* **TASK INPUT**

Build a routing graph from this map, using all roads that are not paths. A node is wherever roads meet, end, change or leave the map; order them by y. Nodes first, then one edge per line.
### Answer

---

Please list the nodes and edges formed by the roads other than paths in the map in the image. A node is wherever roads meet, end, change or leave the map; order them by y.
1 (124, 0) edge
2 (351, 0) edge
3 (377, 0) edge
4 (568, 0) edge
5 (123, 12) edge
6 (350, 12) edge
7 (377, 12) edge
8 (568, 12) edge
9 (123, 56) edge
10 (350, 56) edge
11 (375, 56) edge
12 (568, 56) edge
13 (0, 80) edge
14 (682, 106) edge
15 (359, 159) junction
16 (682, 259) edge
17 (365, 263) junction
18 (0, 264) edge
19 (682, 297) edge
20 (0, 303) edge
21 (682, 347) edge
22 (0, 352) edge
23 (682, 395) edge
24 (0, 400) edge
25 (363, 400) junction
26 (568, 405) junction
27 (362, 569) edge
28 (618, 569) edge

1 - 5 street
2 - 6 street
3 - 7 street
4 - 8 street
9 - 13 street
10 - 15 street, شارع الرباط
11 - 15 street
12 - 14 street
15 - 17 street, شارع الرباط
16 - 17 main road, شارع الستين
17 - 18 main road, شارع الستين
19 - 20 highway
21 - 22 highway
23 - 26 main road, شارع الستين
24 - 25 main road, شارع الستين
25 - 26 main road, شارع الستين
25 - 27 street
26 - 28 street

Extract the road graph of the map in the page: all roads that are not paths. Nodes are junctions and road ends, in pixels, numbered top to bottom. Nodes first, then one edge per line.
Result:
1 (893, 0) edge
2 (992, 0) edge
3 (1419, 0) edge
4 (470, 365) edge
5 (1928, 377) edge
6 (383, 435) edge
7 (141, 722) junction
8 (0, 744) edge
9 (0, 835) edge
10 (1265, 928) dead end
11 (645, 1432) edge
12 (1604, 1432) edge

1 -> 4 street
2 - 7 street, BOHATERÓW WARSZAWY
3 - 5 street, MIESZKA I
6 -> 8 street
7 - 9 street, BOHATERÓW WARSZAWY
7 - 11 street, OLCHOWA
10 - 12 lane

* **ABOUT THIS EXERCISE**
Search the records for the word "then" and copy every line where it occurs.

* **RESULT OF THIS TASK**
Build a routing graph from this map, using all roads that are not paths. A node is wherever roads meet, end, change or leave the map; order them by y. Nodes first, then one edge per line.
Extract the road graph of the map in the page: all roads that are not paths. Nodes are junctions and road ends, in pixels, numbered top to bottom. Nodes first, then one edge per line.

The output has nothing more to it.